JavaScript Patterns
13 min read

JavaScript String Length: Graphemes, UTF-16, and Unicode

JavaScript’s string.length returns UTF-16 code units—a 1995 design decision that predates Unicode’s expansion beyond 65,536 characters. This causes '👨‍👩‍👧‍👦'.length to return 11 instead of 1, breaking character counting, truncation, and cursor positioning for any text containing emoji, combining marks, or supplementary plane characters. Understanding the three abstraction layers—grapheme clusters, code points, and code units—is essential for correct Unicode handling.

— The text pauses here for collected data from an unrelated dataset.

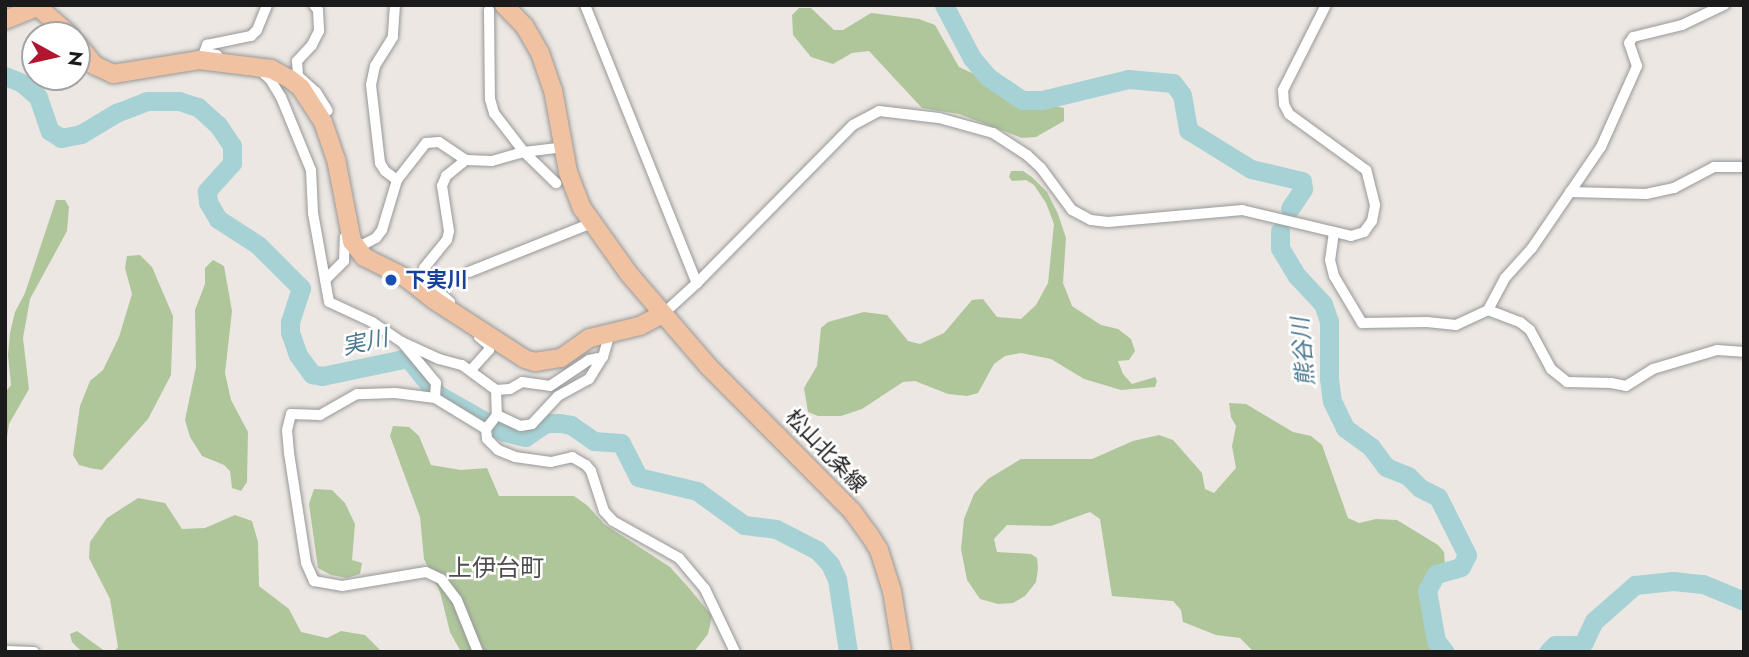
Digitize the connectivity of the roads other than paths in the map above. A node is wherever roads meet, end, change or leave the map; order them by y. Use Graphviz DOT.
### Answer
graph roads {
  1 [pos="267,5"];
  2 [pos="314,5"];
  3 [pos="395,5"];
  4 [pos="585,5"];
  5 [pos="1326,5"];
  6 [pos="1724,5"];
  7 [pos="40,6"];
  8 [pos="497,7"];
  9 [pos="5,20"];
  10 [pos="56,21"];
  11 [pos="181,53"];
  12 [pos="204,54"];
  13 [pos="91,61"];
  14 [pos="225,63"];
  15 [pos="256,67"];
  16 [pos="303,85"];
  17 [pos="328,111"];
  18 [pos="562,147"];
  19 [pos="524,152"];
  20 [pos="466,160"];
  21 [pos="1744,167"];
  22 [pos="397,180"];
  23 [pos="556,183"];
  24 [pos="1570,192"];
  25 [pos="592,223"];
  26 [pos="349,228"];
  27 [pos="1334,232"];
  28 [pos="357,248"];
  29 [pos="469,272"];
  30 [pos="325,281"];
  31 [pos="697,284"];
  32 [pos="1488,310"];
  33 [pos="663,314"];
  34 [pos="466,321"];
  35 [pos="483,332"];
  36 [pos="610,332"];
  37 [pos="402,342"];
  38 [pos="1744,352"];
  39 [pos="603,357"];
  40 [pos="471,370"];
  41 [pos="496,390"];
  42 [pos="436,394"];
  43 [pos="492,422"];
  44 [pos="5,651"];
  45 [pos="33,652"];
  46 [pos="478,652"];
  47 [pos="735,652"];
  48 [pos="902,652"];
  1 -- 12 [label="street"];
  2 -- 16 [label="street"];
  3 -- 22 [label="street"];
  4 -- 31 [label="street"];
  5 -- 27 [label="street"];
  6 -- 24 [label="street"];
  7 -- 9 [label="main road"];
  7 -- 10 [label="main road"];
  8 -- 18 [label="main road, 松山北条線"];
  8 -- 19 [label="street"];
  11 -- 12 [label="street"];
  12 -- 14 [label="street"];
  13 -- 14 [label="main road"];
  14 -- 15 [label="main road"];
  15 -- 16 [label="main road"];
  15 -- 30 [label="street"];
  16 -- 17 [label="street"];
  16 -- 26 [label="main road"];
  18 -- 19 [label="street"];
  18 -- 25 [label="main road, 松山北条線"];
  19 -- 20 [label="street"];
  19 -- 23 [label="street"];
  20 -- 22 [label="street"];
  20 -- 34 [label="street"];
  21 -- 24 [label="street"];
  22 -- 28 [label="street"];
  24 -- 32 [label="street"];
  25 -- 29 [label="street"];
  25 -- 33 [label="main road, 松山北条線"];
  26 -- 28 [label="main road"];
  26 -- 30 [label="street"];
  27 -- 31 [label="street"];
  27 -- 32 [label="street"];
  28 -- 34 [label="main road"];
  30 -- 37 [label="street"];
  31 -- 33 [label="street"];
  32 -- 38 [label="street"];
  33 -- 36 [label="main road"];
  33 -- 48 [label="main road, 松山北条線"];
  34 -- 35 [label="main road"];
  35 -- 36 [label="main road"];
  35 -- 40 [label="street"];
  36 -- 39 [label="street"];
  37 -- 40 [label="street"];
  37 -- 42 [label="street"];
  39 -- 41 [label="street"];
  39 -- 43 [label="street"];
  40 -- 41 [label="street"];
  41 -- 43 [label="street"];
  42 -- 43 [label="street"];
  42 -- 46 [label="street"];
  43 -- 47 [label="street"];
  44 -- 45 [label="street"];
}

Image with different non-text icons

Photo by Maria Cappelli on Unsplash

UTF-16 Code Units (string.length = 11)

Unicode Code Points

User Perception

👨‍👩‍👧‍👦

1 grapheme cluster

👨 U+1F468

‍ U+200D

👩 U+1F469

‍ U+200D

👧 U+1F467

‍ U+200D

👦 U+1F466

D83D DC68

200D

D83D DC69

200D

D83D DC67

200D

D83D DC66

Text exists at multiple abstraction layers: grapheme clusters (what users see), code points (Unicode characters), and code units (what JavaScript counts)

Text exists at three abstraction layers, and JavaScript operates at the wrong one for user-facing operations:

LayerWhat It RepresentsJavaScript API'👨‍👩‍👧‍👦'
Grapheme clustersUser-perceived charactersIntl.Segmenter1
Code pointsUnicode abstract characters[...str], codePointAt()7
Code unitsUTF-16 encoding unitsstring.length, charAt()11

The design constraint: JavaScript adopted Java’s UCS-2 encoding in 1995 when Unicode fit in 16 bits. When Unicode expanded (UTF-16, 1996), JavaScript preserved backward compatibility by exposing surrogate pairs as separate characters rather than breaking existing code.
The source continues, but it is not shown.